Iowa Tax Reform Bill Puts Solar Tax Credit on the Chopping Block


The state’s solar tax credit is set to begin phasing out next year, but a massive tax bill passed by the state Senate last week would end the program on July 1.

A tax credit that’s helped motivate many fiscally conscious Iowa farmers to install solar panels would see an early demise under a sweeping tax reform bill that cleared a major legislative hurdle last week.

Iowa is the only state in the Midwest and one of just a dozen nationally that still offers a state solar tax credit. The Iowa Legislature created the 15 percent tax credit in 2012. Since then it’s provided a total of $21.6 million in incentives for nearly 4,000 projects.


“The majority of customers we work with do know about it,” said Jason Egli, a farmer and solar installer in southeast Iowa. He estimates that about half of his customers wouldn’t have committed without the state tax credit.

The tax credit is scheduled to start sunsetting next year, with smaller incentives in 2020 and 2021 and only commercial tax credits remaining after 2022. But the program would end July 1 under a bill (SF2383) that passed the Senate on Wednesday by a 29-21 vote.

The $1.2 billion tax cut bill slashes tax rates and eliminates most state tax credits, including those for solar. The bill is scheduled for a hearing Monday in the House Ways and Means Committee.

Combined with the 30 percent federal solar tax credit, the state incentive eliminated nearly half the cost of solar installations and reduced payback time to as little as five years in some cases.

The tax credit is capped at $5 million per year and has had a waiting list of applicants every year.

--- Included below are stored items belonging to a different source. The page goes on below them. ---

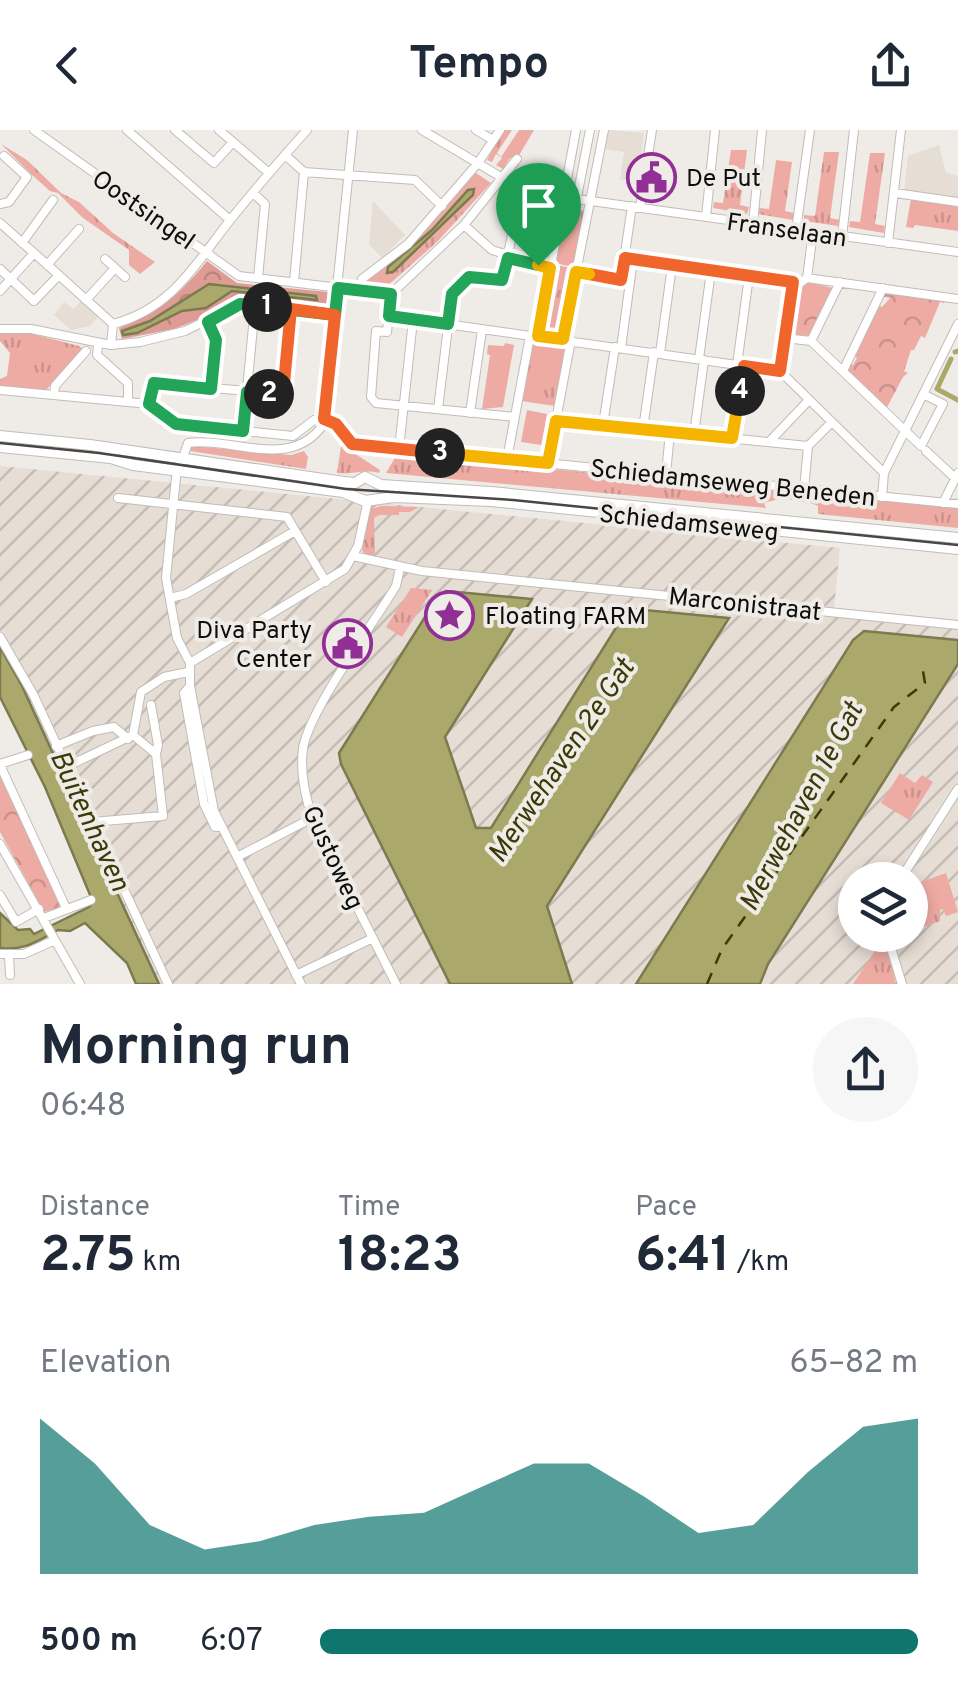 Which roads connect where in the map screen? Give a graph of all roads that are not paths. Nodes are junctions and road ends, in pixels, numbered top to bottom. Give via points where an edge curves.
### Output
1 (34, 130) edge
2 (127, 130) edge
3 (175, 130) edge
4 (219, 130) edge
5 (290, 130) edge
6 (307, 130) edge
7 (353, 130) edge
8 (422, 130) edge
9 (476, 130) edge
10 (500, 130) edge
11 (576, 130) edge
12 (590, 130) edge
13 (604, 130) edge
14 (716, 130) edge
15 (762, 130) edge
16 (810, 130) edge
17 (854, 130) edge
18 (901, 130) edge
19 (652, 132) edge
20 (300, 138) junction
21 (493, 140) junction
22 (233, 142) junction
23 (285, 155) junction
24 (4, 156) dead end
25 (517, 159) dead end
26 (478, 164) junction
27 (304, 172) junction
28 (269, 173) junction
29 (349, 176) junction
30 (502, 178) junction
31 (521, 190) junction
32 (895, 192) junction
33 (252, 193) junction
34 (564, 196) junction
35 (583, 196) junction
36 (53, 200) dead end
37 (958, 202) edge
38 (0, 204) edge
39 (442, 206) junction
40 (636, 207) junction
41 (706, 217) junction
42 (230, 220) junction
43 (0, 223) edge
44 (464, 224) junction
45 (752, 224) junction
46 (79, 228) dead end
47 (796, 230) junction
48 (813, 232) junction
49 (842, 237) junction
50 (22, 243) junction
51 (888, 244) junction
52 (206, 252) junction
53 (958, 252) edge
54 (34, 253) junction
55 (508, 256) junction
56 (105, 259) dead end
57 (629, 259) junction
58 (47, 265) junction
59 (672, 266) junction
60 (115, 268) junction
61 (550, 268) junction
62 (0, 269) edge
63 (711, 271) junction
64 (576, 272) junction
65 (60, 276) junction
66 (124, 276) dead end
67 (750, 276) junction
68 (258, 278) junction
69 (807, 278) junction
70 (11, 279) junction
71 (626, 280) junction
72 (294, 282) junction
73 (793, 282) junction
74 (840, 282) junction
75 (338, 288) junction
76 (884, 288) junction
77 (0, 291) edge
78 (360, 291) junction
79 (391, 294) junction
80 (958, 299) edge
81 (86, 300) junction
82 (255, 306) junction
83 (291, 309) junction
84 (335, 315) junction
85 (389, 316) junction
86 (414, 320) junction
87 (208, 322) junction
88 (113, 324) junction
89 (448, 324) junction
90 (958, 324) edge
91 (0, 328) edge
92 (482, 330) junction
93 (534, 336) junction
94 (784, 338) junction
95 (567, 339) junction
96 (955, 339) edge
97 (812, 341) junction
98 (98, 344) junction
99 (111, 345) junction
100 (618, 348) junction
101 (86, 351) dead end
102 (657, 353) junction
103 (701, 359) junction
104 (740, 366) junction
105 (780, 371) junction
106 (843, 371) junction
107 (211, 389) junction
108 (0, 390) edge
109 (247, 392) junction
110 (924, 394) junction
111 (54, 395) junction
112 (809, 400) junction
113 (128, 402) junction
114 (149, 404) junction
115 (404, 406) junction
116 (438, 409) junction
117 (470, 412) junction
118 (514, 418) junction
119 (324, 419) junction
120 (314, 420) dead end
121 (556, 421) junction
122 (832, 422) junction
123 (603, 424) junction
124 (643, 429) junction
125 (243, 431) junction
126 (670, 432) junction
127 (905, 432) junction
128 (694, 434) junction
129 (0, 436) edge
130 (732, 438) junction
131 (769, 442) junction
132 (808, 446) junction
133 (0, 447) edge
134 (924, 448) junction
135 (399, 449) junction
136 (181, 458) junction
137 (507, 459) junction
138 (548, 463) junction
139 (177, 472) junction
140 (884, 473) junction
141 (666, 474) junction
142 (957, 476) edge
143 (375, 483) junction
144 (804, 488) junction
145 (421, 492) junction
146 (362, 495) junction
147 (882, 497) junction
148 (118, 498) dead end
149 (943, 503) junction
150 (958, 504) edge
151 (172, 505) junction
152 (296, 531) junction
153 (958, 538) edge
154 (958, 549) edge
155 (353, 556) junction
156 (400, 568) junction
157 (326, 582) junction
158 (170, 598) junction
159 (958, 625) edge
160 (0, 637) edge
161 (189, 668) junction
162 (152, 705) dead end
163 (130, 737) junction
164 (56, 746) junction
165 (156, 754) junction
166 (28, 755) dead end
167 (0, 764) edge
168 (66, 768) junction
169 (958, 789) edge
170 (312, 818) junction
171 (92, 822) junction
172 (0, 844) edge
173 (236, 856) junction
174 (911, 862) edge
175 (0, 895) edge
176 (91, 900) dead end
177 (38, 908) junction
178 (66, 908) junction
179 (44, 918) junction
180 (373, 938) junction
181 (55, 940) junction
182 (892, 952) edge
183 (4, 955) edge
184 (10, 975) junction
185 (298, 980) edge
186 (0, 983) edge
187 (17, 984) edge
188 (80, 984) edge
189 (168, 984) edge
190 (396, 984) edge
191 (902, 984) edge

1 - 52 street, Oostsingel
2 - 42 street
3 - 22 street via 214,163
4 - 22 street
5 - 20 street
6 - 20 street
7 - 29 street
8 - 26 street
9 - 21 street
10 - 21 street
11 - 34 street
12 - 35 street
13 - 35 street
14 - 41 street
15 - 45 street
16 - 47 street
17 - 49 street
18 - 32 street
19 - 40 street
20 - 23 street
21 - 26 street
22 - 28 street
23 - 27 street
23 - 28 street
24 - 38 street via 27,176
25 - 30 street
26 - 30 street
26 - 39 street
27 - 29 street
27 - 72 street
28 - 33 street
29 - 39 street via 415,180
29 - 75 street
30 - 31 street
30 - 44 street
31 - 34 street, Franselaan
31 - 55 street
32 - 37 street
32 - 51 street
33 - 42 street
33 - 68 street via 265,204
34 - 35 street, Franselaan
34 - 61 street
35 - 40 street, Franselaan
35 - 64 street
36 - 50 street
39 - 78 street via 362,280
40 - 41 street, Franselaan
40 - 57 street
41 - 45 street, Franselaan
42 - 52 street
43 - 50 street
44 - 55 street
44 - 79 street
45 - 47 street, Franselaan
46 - 58 street
47 - 48 street, Franselaan
48 - 49 street, Franselaan
48 - 69 street
49 - 51 street, Franselaan
50 - 54 street
51 - 53 street, Franselaan
52 - 68 street, Oostsingel via 239,276
52 - 88 street via 172,294
54 - 58 street
54 - 70 street
55 - 61 street
55 - 89 street via 502,280 469,277 452,294
56 - 60 street
57 - 59 street
57 - 71 street
58 - 65 street
59 - 63 street
59 - 102 street
60 - 66 street
60 - 81 street
61 - 93 street
62 - 70 street
63 - 67 street
63 - 103 street
64 - 71 street
64 - 95 street
65 - 70 street via 34,301
65 - 81 street
67 - 73 street
67 - 104 street
68 - 72 street, Oostsingel
69 - 73 street
69 - 74 street
70 - 77 street
71 - 100 street
72 - 75 street, Oostsingel
73 - 94 street
74 - 76 street
74 - 97 street
75 - 78 street, Oostsingel
75 - 84 street
76 - 80 street
76 - 106 street
78 - 79 street, Oostsingel
79 - 85 street
81 - 88 street
82 - 83 street
82 - 87 street via 240,304
82 - 109 street
83 - 84 street
83 - 109 street via 282,394
84 - 119 street
85 - 86 street
85 - 115 street via 387,332 376,331 371,397
86 - 89 street
86 - 115 street
87 - 99 street
87 - 107 street via 216,340
88 - 99 street
89 - 92 street
89 - 116 street
90 - 96 street
91 - 98 street
92 - 93 street
92 - 117 street
93 - 95 street
93 - 118 street
94 - 97 street
94 - 105 street
95 - 100 street
95 - 121 street
96 - 110 street
97 - 106 street
98 - 99 street
98 - 113 street via 96,354 128,383
100 - 102 street
100 - 123 street
101 - 111 street via 54,386
102 - 103 street
102 - 124 street
103 - 104 street
103 - 128 street
104 - 105 street
104 - 130 street
105 - 112 street
106 - 127 street
107 - 109 street
107 - 114 street via 154,383
108 - 111 street
109 - 125 street
110 - 127 street
110 - 134 street via 942,404
111 - 113 street
112 - 122 street
112 - 131 street
113 - 114 street
114 - 125 street via 174,423
115 - 116 street
115 - 135 street
116 - 117 street
117 - 118 street
118 - 137 street
119 - 135 street, Schiedamseweg Beneden via 352,444
119 - 136 street via 296,448 192,442
120 - 125 street via 293,436
121 - 123 street
121 - 138 street
122 - 132 street
122 - 140 street
123 - 124 street
124 - 126 street
126 - 128 street
126 - 141 street
127 - 134 street
127 - 140 street
128 - 130 street
129 - 136 main road
130 - 131 street
131 - 132 street
132 - 144 street
133 - 139 main road
134 - 142 street
135 - 137 street, Schiedamseweg Beneden
136 - 139 street
136 - 146 main road
137 - 138 street, Schiedamseweg Beneden
138 - 141 street, Schiedamseweg Beneden
139 - 146 main road
139 - 151 street
140 - 147 street
141 - 144 street, Schiedamseweg Beneden
142 - 149 street
143 - 145 main road
143 - 146 main road
143 - 146 main road via 365,478
144 - 147 street, Schiedamseweg Beneden
145 - 146 main road
145 - 153 main road, Schiedamseweg
145 - 154 main road, Schiedamseweg
146 - 155 street
147 - 149 street, Schiedamseweg Beneden
148 - 151 street
149 - 150 street, Schiedamseweg Beneden
151 - 152 street via 287,517
151 - 158 street
152 - 157 street
152 - 158 street
155 - 156 street, Marconistraat
155 - 157 street
156 - 159 street, Marconistraat
156 - 170 street, Gustoweg via 396,586 306,735 302,777
157 - 161 street
158 - 161 street
160 - 164 street
161 - 163 street via 141,692
161 - 173 street via 210,801
162 - 165 street
163 - 164 street via 114,727
163 - 165 street
163 - 168 street
164 - 168 street
165 - 171 street via 163,816
166 - 167 street
167 - 178 street
168 - 171 street
169 - 174 street
170 - 173 street
170 - 180 street, Gustoweg
171 - 189 street
172 - 177 street
173 - 185 street
175 - 177 street via 16,922
176 - 178 street
177 - 179 street
178 - 179 street
179 - 181 street
180 - 185 street
180 - 190 street, Gustoweg
181 - 183 street
181 - 188 street
182 - 191 street
183 - 184 street
184 - 186 street
184 - 187 street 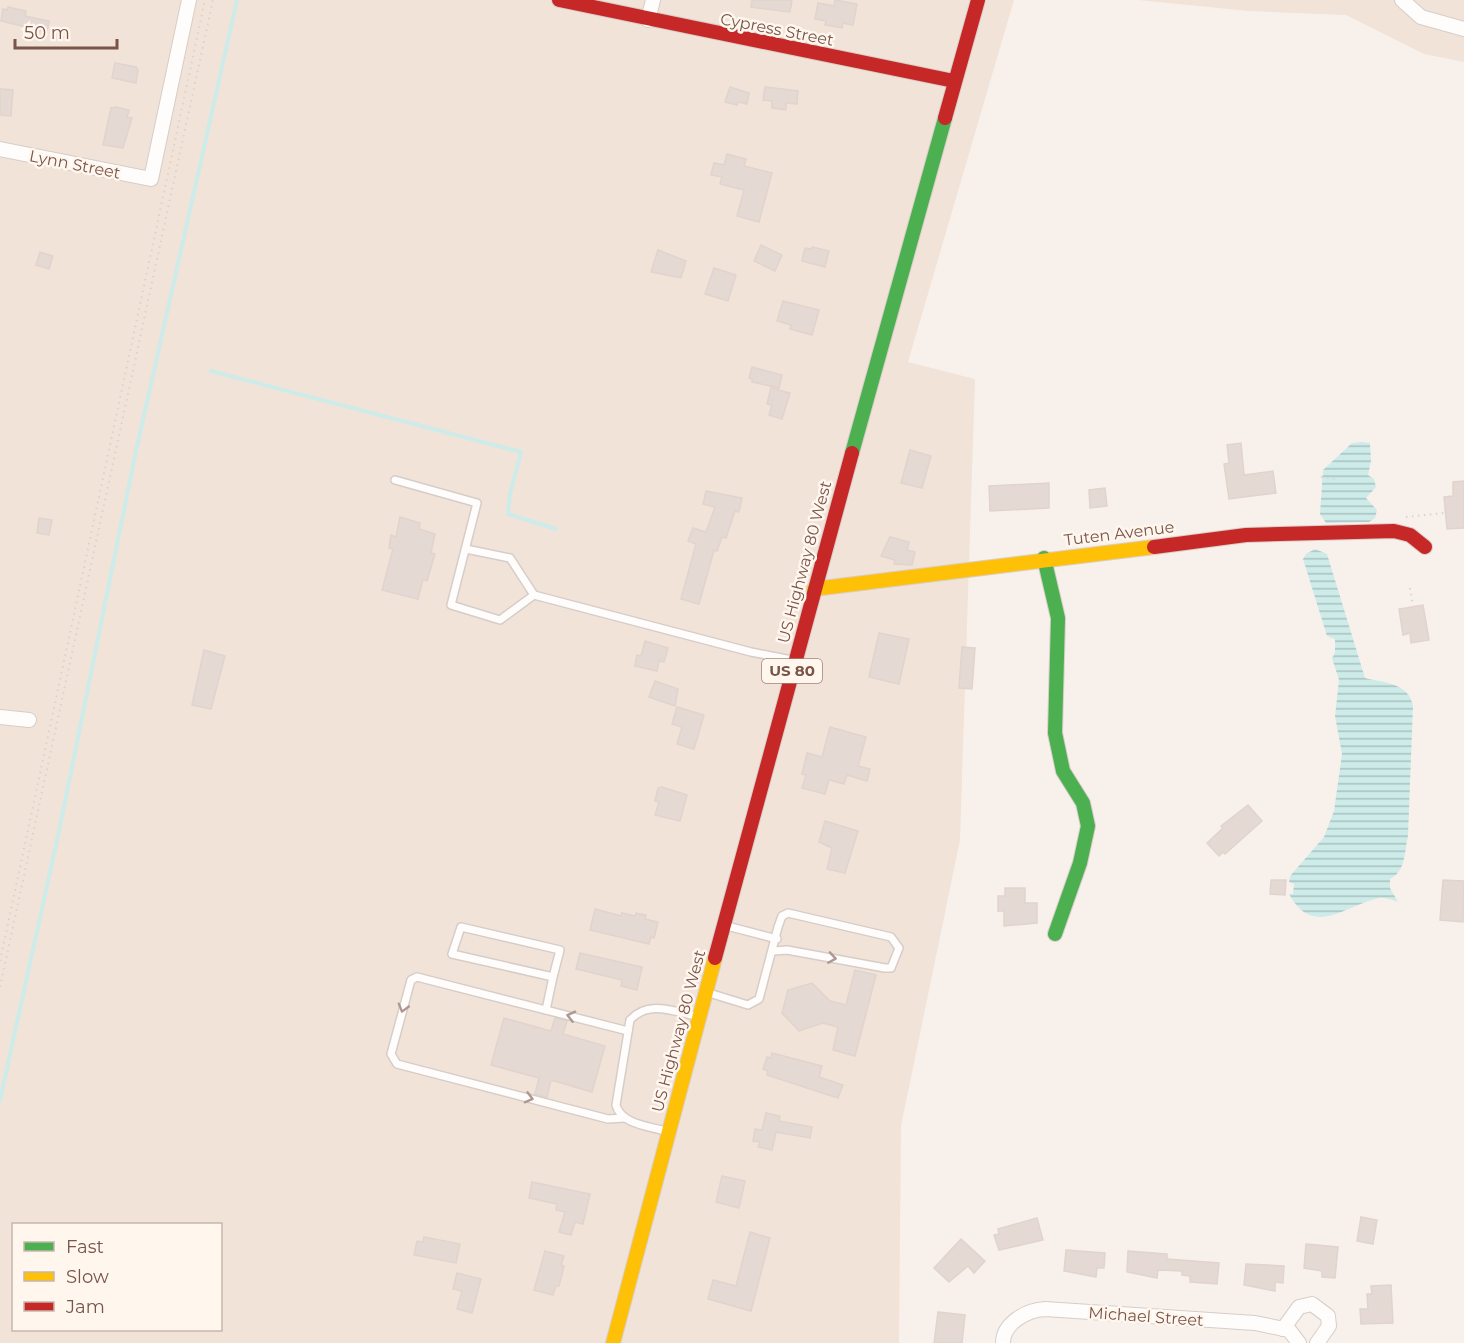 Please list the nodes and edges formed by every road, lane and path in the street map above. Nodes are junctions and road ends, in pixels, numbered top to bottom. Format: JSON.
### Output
{"nodes":[{"id":1,"x":189,"y":0,"type":"edge"},
{"id":2,"x":205,"y":0,"type":"edge"},
{"id":3,"x":213,"y":0,"type":"edge"},
{"id":4,"x":559,"y":0,"type":"edge"},
{"id":5,"x":652,"y":0,"type":"edge"},
{"id":6,"x":978,"y":0,"type":"edge"},
{"id":7,"x":1402,"y":0,"type":"edge"},
{"id":8,"x":648,"y":20,"type":"junction"},
{"id":9,"x":1464,"y":29,"type":"edge"},
{"id":10,"x":954,"y":81,"type":"junction"},
{"id":11,"x":0,"y":149,"type":"edge"},
{"id":12,"x":1321,"y":477,"type":"dead end"},
{"id":13,"x":1338,"y":479,"type":"dead end"},
{"id":14,"x":394,"y":480,"type":"dead end"},
{"id":15,"x":1444,"y":513,"type":"dead end"},
{"id":16,"x":1405,"y":517,"type":"dead end"},
{"id":17,"x":1425,"y":547,"type":"dead end"},
{"id":18,"x":466,"y":549,"type":"junction"},
{"id":19,"x":1044,"y":558,"type":"junction"},
{"id":20,"x":1410,"y":588,"type":"dead end"},
{"id":21,"x":814,"y":589,"type":"junction"},
{"id":22,"x":534,"y":595,"type":"junction"},
{"id":23,"x":1413,"y":605,"type":"dead end"},
{"id":24,"x":794,"y":661,"type":"junction"},
{"id":25,"x":0,"y":717,"type":"edge"},
{"id":26,"x":28,"y":720,"type":"dead end"},
{"id":27,"x":724,"y":925,"type":"junction"},
{"id":28,"x":1055,"y":933,"type":"dead end"},
{"id":29,"x":777,"y":939,"type":"junction"},
{"id":30,"x":774,"y":951,"type":"junction"},
{"id":31,"x":0,"y":961,"type":"edge"},
{"id":32,"x":553,"y":977,"type":"junction"},
{"id":33,"x":0,"y":987,"type":"edge"},
{"id":34,"x":706,"y":992,"type":"junction"},
{"id":35,"x":546,"y":1010,"type":"junction"},
{"id":36,"x":699,"y":1017,"type":"junction"},
{"id":37,"x":628,"y":1031,"type":"junction"},
{"id":38,"x":624,"y":1119,"type":"junction"},
{"id":39,"x":668,"y":1132,"type":"junction"},
{"id":40,"x":1283,"y":1329,"type":"junction"},
{"id":41,"x":613,"y":1343,"type":"edge"},
{"id":42,"x":1003,"y":1343,"type":"edge"},
{"id":43,"x":1299,"y":1343,"type":"edge"},
{"id":44,"x":1317,"y":1343,"type":"edge"}],
"edges":[{"from":1,"to":11,"type":"street","name":"Lynn Street"},
{"from":2,"to":31,"type":"path"},
{"from":3,"to":33,"type":"path"},
{"from":4,"to":8,"type":"street","name":"Cypress Street"},
{"from":5,"to":8,"type":"street"},
{"from":6,"to":10,"type":"street","name":"US Highway 80 West","number":"US 80"},
{"from":7,"to":9,"type":"street"},
{"from":8,"to":10,"type":"street","name":"Cypress Street"},
{"from":10,"to":21,"type":"street","name":"US Highway 80 West","number":"US 80"},
{"from":12,"to":13,"type":"path"},
{"from":14,"to":18,"type":"lane"},
{"from":15,"to":16,"type":"path"},
{"from":17,"to":19,"type":"street","name":"Tuten Avenue"},
{"from":18,"to":22,"type":"lane"},
{"from":18,"to":22,"type":"lane"},
{"from":19,"to":21,"type":"street","name":"Tuten Avenue"},
{"from":19,"to":28,"type":"street"},
{"from":20,"to":23,"type":"path"},
{"from":21,"to":24,"type":"street","name":"US Highway 80 West","number":"US 80"},
{"from":22,"to":24,"type":"lane"},
{"from":24,"to":27,"type":"street","name":"US Highway 80 West","number":"US 80"},
{"from":25,"to":26,"type":"street"},
{"from":27,"to":29,"type":"lane"},
{"from":27,"to":34,"type":"street","name":"US Highway 80 West","number":"US 80"},
{"from":29,"to":30,"type":"lane"},
{"from":30,"to":29,"type":"lane","one_way":true},
{"from":30,"to":34,"type":"lane"},
{"from":32,"to":32,"type":"lane"},
{"from":32,"to":35,"type":"lane"},
{"from":34,"to":36,"type":"street","name":"US Highway 80 West","number":"US 80"},
{"from":37,"to":35,"type":"lane","one_way":true},
{"from":35,"to":38,"type":"lane","one_way":true},
{"from":36,"to":37,"type":"lane"},
{"from":36,"to":39,"type":"street","name":"US Highway 80 West","number":"US 80"},
{"from":37,"to":38,"type":"lane"},
{"from":38,"to":39,"type":"lane"},
{"from":39,"to":41,"type":"street","name":"US Highway 80 West","number":"US 80"},
{"from":40,"to":42,"type":"street","name":"Michael Street"},
{"from":40,"to":43,"type":"street","name":"Michael Street"},
{"from":40,"to":44,"type":"street"}]}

As of the end of 2017, the program had provided $21.6 million to 3,395 solar projects valued at $166 million in total.

“This tax incentive has opened access to renewable energy for businesses, farmers, and homeowners, led to significant solar growth and helps support over 700 Iowa jobs in the solar industry,” said Nathaniel Baer, who directs the energy program for the Iowa Environmental Council.

The program has been particularly popular with farmers, who are constantly assessing where they should invest their funds, Egli said, noting that projects have to compete with investments in land and animal-confinement buildings.

“Those are the things we’re competing against,” Egli said.

At their peak almost a decade ago, about half of states offered solar tax credits, according to Chelsea Barnes, director of policy services for EQ Research in North Carolina. Today they are becoming less common.

“Either the politics of the state has changed and there isn’t the same interest in renewing the credit, or the solar industry has really grown in the state and installation prices have decreased, so state policymakers feel a tax credit is no longer necessary,” Barnes said.

Iowa state Sen. Randy Feenstra, chairman of the Senate Ways and Means Committee and the bill’s author, could not be reached for comment. The solar credit termination is one line in a 130-page package of proposed changes to laws regarding taxes and tax credits.

Sen. Joe Bolkcom, also a member of that committee, said the solar credit repeal “is in the bill as part of the Senate Republicans tax plan to kill jobs in Iowa. It makes no sense. The credit has been a job creation machine and has helped Iowa farmers save money.”

Meanwhile, a House panel endorsed a competing tax reform bill Thursday by Republican Gov. Kim Reynolds that does not propose eliminating the solar tax credit. The governor’s office said in a statement Friday that “the governor has not proposed eliminating the solar tax credit and remains supportive of Iowa’s leadership in renewable energy.”

Iowa Environmental Council lobbyist Kerri Johannsen, who has been following the bill’s trajectory for weeks, doesn’t expect the solar measure to go away anytime time soon and said, “We’ll likely be fighting cuts to this credit for the rest of the session.”